Building a Teraflop Donated Beowulf Cluster
A number of people have written in about the new Teraflop Project aka Project Übermensch. It's an interesting idea-these folks want to get essentially the equivalent of 10757 AMD KII 350s, and turn it into a monster Beowulf cluster. In exchange for donating a machine to the project, you get a month of full bore processing power from your old machine, as well as a for-life e-mail address. They've got an address on the site to send machines to-but how often do you think one of these things is gonna break? I'd hate to sys-admin thousands of old boxen.
traceroute www.teraflop.org...
www.teraflop.org = 208.222.100.35
If you open up http://208.222.100.35/, you see an offer for free business website hosting. If you open up http://www.teraflop.org/ you see their page. Clearly, they're using HTTP/1.1 - too cheap to use an IP address per virtual host.
TERAFLOP.ORG was registered 5 days ago. I'd bet they haven't even paid for the domain yet.
As noted, their POC is a hotmail address.
Uh, guys???? Do you think this could possibly be a um, SCAM???
Sheeeit. Their total outlay is $0. If even one person is stupid enough to send them a computer, that's a pretty hefty profit margin. Why is this on slashdot?
Having worked on a system with 12,280 cpu's, I can
say right now with confidence that hacking together 10000+ odd intel systems simply won't work.
First, I worked on the QCD Teraflop system http://www.ccd.bnl.gov/RIKEN_BNL/riken.html
It consumes a substantial amount of power, generates a lot of heat and has a lot of components. Component reliability is a major issue. We don't have 10000 disk drives, 10000 network cards, 10000 power supplies, 10000 everything.
Keeping all the pieces up and running requires careful engineering, checkpointing results at intermediate steps (the checkpoints can be BIG), etc, etc.
It won't be done with el-cheapo PC hardware.
slashdot.com All the news that isn't.
Let's have a show of hands: how many of you have actually seen a Beowulf cluster? Where I work (Caltech's CACR), we have a 114-node system, and it's pretty damn big. You can't just have all of the nodes packed densly: you need to be able to access the backs for networking, power, etc. It takes up a pretty sizeable amount of floor, and reaches up to the (rather high) ceiling.
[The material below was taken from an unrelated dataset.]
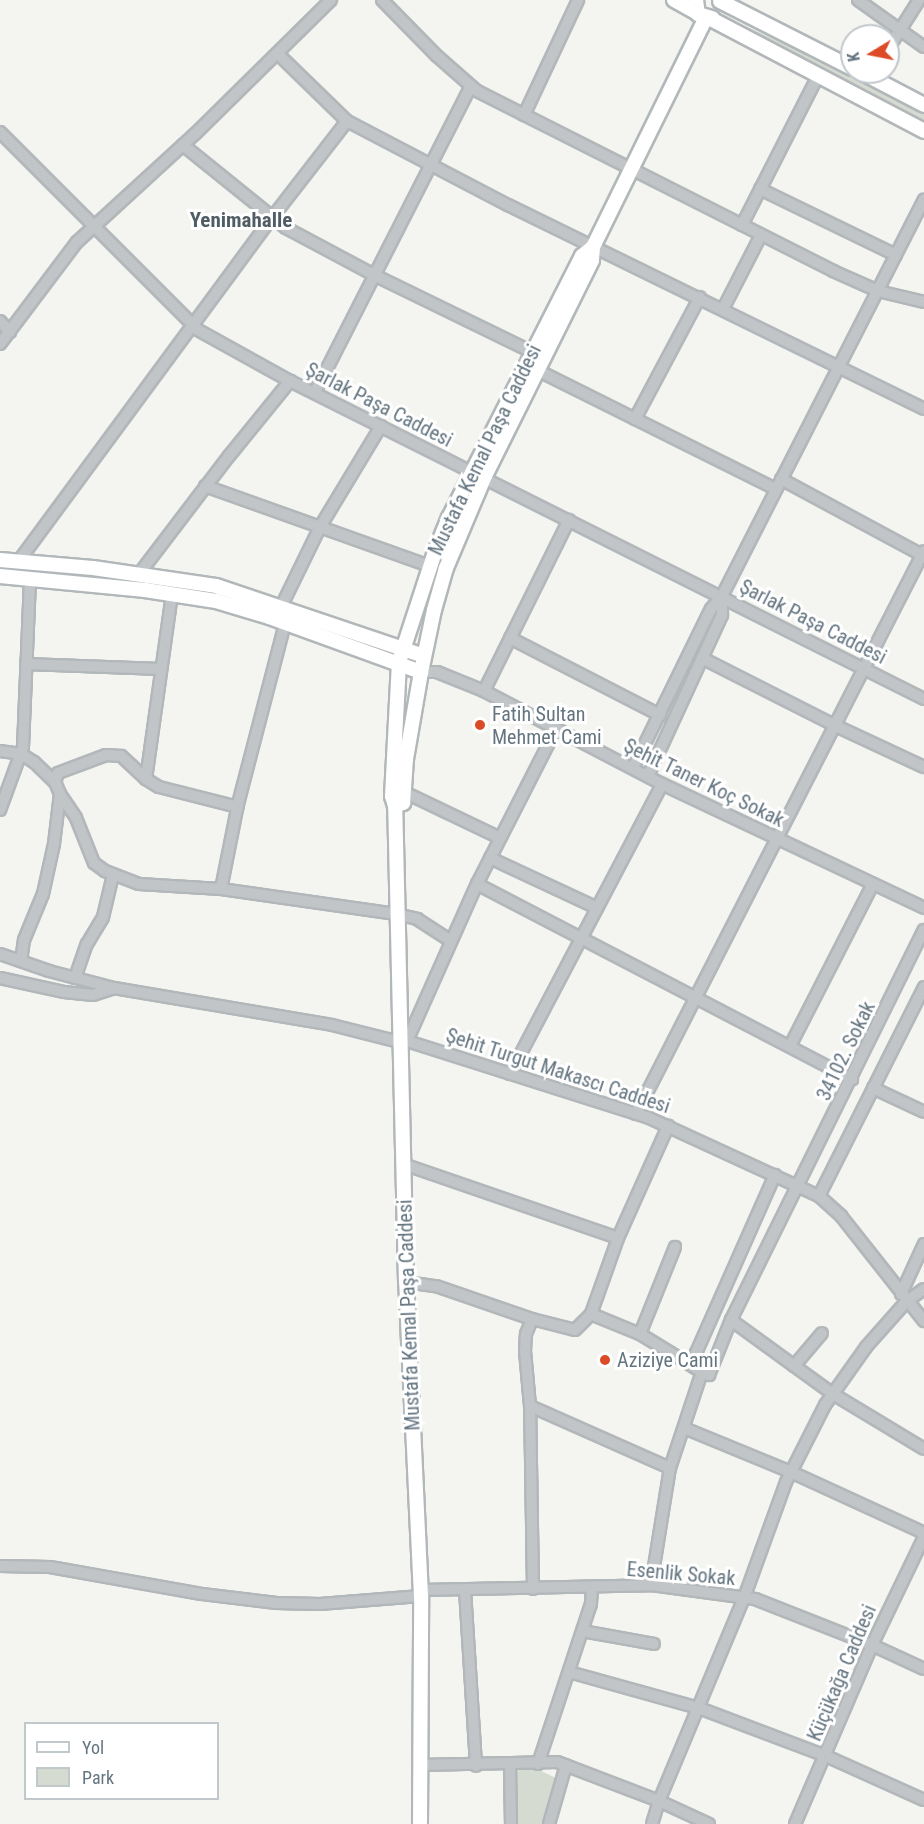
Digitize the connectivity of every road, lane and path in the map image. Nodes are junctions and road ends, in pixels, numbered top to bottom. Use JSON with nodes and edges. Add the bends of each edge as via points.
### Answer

Here's a couple of pictures. The one up top is just one side of it.
These guys want to make one that's over 100 times as big! Can you imagine the network cable nightmare? Not to mention the power requirements. Makes you feel sorry for the technician that has to set it up.
The other big problem with a large cluster is network latency. You can reduce the effects of this by passing larger packets of info, but there's still a limit that you reach. Just because you make something 100 times bigger doesn't mean it'll be 100 times better.
I also think that the software configuration would play a major role in the efficiency. I'd rather trust trained scientist (not me; I'm just a student), who's been working with large-scale parallel machines for years to set this up, not some tech guys who thought it'd be a neat idea. But maybe I'm just pessimistic.
Still perfectly happy with my 1-node PII... -ElJefe